Źródło: O. Gabriel od Św. Marii Magdaleny, Współżycie z Bogiem. Rozmyślania o życiu wewnętrznym na wszystkie dni roku, tłum.: o. Leonard od Męki Pańskiej, Wyd. OO. Karmelitów Bosych, Kraków 1960r.

 

 

Rozmyślanie. 

OSCHŁOŚĆ I POSTĘP.

 

 

OBECNOŚĆ BOŻA. — O Panie, dopomóż mi szukać Cię i jednoczyć się z Tobą, nawet wśród oschłości i słabości duchowej.

Rozważanie.

1. Pomijając przyczyny natury fizycznej lub moralnej, o których już była mowa – można ze stanu odczuwalnej gorliwości wpaść w całkowitą oschłość. Dzieje się to pod wpływem bezpośredniego działania Bożego, które stawia duszę w niemożności odprawiania rozmyślania za pomocą wyobraźni i jak poprzednio, gorących aktów miłości. Faktem jest, że dusza, która przedtem rozmyślała i rozmawiała z Panem Bogiem serdecznie, z łatwością i przyjemnie, obecnie niezdolna się czuje do niczego i nie potrafi zdobyć się na parę myśli. Rozważania i czytanie, które ją dawniej tak głęboko wzruszały, teraz pozostawiają ją całkiem obojętną, a serce jej stało się twarde i zimne jak kamień. Choć usilnie stara się być wierną i wielkoduszną w umartwieniu, choć coraz gorliwiej przygotowuje się do modlitwy i gorąco błaga Pana Boga o pomoc, nie może z serca wydobyć ani odrobiny pobożnych uczuć. Nieszczęsna martwi się i lęka, że z jej winy Pan ją opuścił. I nie wie, że taka oschłość kryje wielką Łaskę Bożą, Łaskę oczyszczenia i postępu na drodze życia wewnętrznego.
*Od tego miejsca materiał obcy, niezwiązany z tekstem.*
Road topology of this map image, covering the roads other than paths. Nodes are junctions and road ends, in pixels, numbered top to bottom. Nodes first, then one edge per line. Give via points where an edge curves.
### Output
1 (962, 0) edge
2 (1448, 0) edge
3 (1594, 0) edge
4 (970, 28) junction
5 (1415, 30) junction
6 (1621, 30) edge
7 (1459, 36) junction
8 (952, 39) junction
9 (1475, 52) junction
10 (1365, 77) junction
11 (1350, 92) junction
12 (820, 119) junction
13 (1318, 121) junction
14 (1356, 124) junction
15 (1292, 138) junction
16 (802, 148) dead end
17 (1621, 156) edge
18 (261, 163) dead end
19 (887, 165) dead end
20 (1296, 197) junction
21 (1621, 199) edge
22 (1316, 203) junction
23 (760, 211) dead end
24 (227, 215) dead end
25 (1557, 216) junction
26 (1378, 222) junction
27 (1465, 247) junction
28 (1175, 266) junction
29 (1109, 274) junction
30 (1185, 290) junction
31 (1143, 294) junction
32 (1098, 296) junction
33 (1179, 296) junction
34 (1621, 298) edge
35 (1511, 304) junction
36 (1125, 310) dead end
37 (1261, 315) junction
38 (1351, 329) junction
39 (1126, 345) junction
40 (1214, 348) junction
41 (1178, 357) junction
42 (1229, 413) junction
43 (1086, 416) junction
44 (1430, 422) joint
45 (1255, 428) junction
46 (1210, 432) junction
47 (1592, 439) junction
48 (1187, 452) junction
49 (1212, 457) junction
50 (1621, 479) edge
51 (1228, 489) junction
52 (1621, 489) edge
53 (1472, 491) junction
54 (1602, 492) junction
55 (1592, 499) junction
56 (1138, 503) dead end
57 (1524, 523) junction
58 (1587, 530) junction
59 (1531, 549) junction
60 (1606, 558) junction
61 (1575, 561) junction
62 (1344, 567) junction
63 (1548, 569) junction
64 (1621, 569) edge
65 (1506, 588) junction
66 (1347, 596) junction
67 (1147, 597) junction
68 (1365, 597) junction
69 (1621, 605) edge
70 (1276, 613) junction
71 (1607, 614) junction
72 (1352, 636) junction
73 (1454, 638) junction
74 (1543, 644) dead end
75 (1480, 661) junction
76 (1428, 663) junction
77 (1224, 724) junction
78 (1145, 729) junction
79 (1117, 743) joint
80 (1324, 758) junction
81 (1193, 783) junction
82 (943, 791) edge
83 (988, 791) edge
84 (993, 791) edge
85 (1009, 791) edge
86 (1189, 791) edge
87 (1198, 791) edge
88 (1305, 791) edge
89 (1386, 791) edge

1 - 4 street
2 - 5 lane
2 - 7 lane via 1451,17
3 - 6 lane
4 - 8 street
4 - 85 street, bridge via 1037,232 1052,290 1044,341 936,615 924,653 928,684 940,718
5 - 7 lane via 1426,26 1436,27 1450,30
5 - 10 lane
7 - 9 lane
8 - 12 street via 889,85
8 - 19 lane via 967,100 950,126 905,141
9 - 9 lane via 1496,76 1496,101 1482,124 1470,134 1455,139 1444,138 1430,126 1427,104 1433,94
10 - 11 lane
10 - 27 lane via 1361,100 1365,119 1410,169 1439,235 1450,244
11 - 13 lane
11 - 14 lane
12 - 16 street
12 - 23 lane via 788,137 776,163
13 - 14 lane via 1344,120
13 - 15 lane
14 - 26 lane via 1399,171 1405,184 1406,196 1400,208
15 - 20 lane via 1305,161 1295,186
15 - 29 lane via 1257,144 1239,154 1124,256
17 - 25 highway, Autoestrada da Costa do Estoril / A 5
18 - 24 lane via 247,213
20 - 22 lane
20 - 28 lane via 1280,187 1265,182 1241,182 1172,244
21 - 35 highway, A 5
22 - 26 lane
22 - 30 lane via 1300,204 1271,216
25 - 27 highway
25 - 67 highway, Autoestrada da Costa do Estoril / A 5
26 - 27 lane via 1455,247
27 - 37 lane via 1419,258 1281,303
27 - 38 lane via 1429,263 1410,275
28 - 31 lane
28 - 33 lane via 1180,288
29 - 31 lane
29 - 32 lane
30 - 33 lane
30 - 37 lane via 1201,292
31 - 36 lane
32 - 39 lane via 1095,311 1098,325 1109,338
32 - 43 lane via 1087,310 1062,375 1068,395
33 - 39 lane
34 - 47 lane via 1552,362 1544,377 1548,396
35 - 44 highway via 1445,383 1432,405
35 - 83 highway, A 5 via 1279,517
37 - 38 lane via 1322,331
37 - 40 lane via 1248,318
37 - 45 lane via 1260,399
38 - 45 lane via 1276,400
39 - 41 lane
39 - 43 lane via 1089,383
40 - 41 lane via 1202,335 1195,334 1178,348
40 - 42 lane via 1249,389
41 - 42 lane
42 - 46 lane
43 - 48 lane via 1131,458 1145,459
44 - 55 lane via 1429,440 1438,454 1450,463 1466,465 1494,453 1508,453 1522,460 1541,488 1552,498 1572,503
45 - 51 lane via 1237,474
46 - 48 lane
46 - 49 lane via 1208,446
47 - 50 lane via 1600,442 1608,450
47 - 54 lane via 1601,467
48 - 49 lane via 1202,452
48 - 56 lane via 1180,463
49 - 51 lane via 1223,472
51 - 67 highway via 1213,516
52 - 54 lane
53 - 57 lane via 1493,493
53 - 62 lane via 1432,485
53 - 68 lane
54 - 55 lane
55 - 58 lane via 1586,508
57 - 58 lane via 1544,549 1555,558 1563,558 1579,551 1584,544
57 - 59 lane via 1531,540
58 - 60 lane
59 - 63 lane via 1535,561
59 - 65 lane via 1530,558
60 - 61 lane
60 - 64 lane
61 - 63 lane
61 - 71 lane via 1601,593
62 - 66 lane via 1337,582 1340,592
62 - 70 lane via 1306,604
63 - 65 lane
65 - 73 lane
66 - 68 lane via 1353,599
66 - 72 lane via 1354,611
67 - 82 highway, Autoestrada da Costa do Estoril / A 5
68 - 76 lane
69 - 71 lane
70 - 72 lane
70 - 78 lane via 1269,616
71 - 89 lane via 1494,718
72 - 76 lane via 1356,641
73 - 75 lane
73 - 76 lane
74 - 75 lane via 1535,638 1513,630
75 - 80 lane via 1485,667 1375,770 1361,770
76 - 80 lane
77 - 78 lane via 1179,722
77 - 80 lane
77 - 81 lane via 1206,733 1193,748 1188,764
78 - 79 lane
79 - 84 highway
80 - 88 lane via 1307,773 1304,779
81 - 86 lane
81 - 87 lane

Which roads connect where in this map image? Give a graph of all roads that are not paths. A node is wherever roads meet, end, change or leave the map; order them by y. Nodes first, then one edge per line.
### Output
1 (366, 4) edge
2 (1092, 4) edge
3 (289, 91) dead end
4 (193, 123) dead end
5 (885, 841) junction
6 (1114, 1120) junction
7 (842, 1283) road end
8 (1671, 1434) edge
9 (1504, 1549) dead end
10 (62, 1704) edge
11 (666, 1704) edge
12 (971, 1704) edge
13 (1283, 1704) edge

Istotnie, Pan Bóg posługuje się tą oschłością, by wyzwolić duszę z małostkowej uczuciowości i wznieść ją na czystszą i silniejszą płaszczyznę woli. Kiedy w modlitwie doznawała wiele pokrzepienia, bezwiednie przywiązała się nieco do tych pociech odczuwalnych, a co za tym idzie lubiła modlitwę i oddawała się jej nie dla Pana Boga wyłącznie, lecz w pewnej mierze i dla siebie.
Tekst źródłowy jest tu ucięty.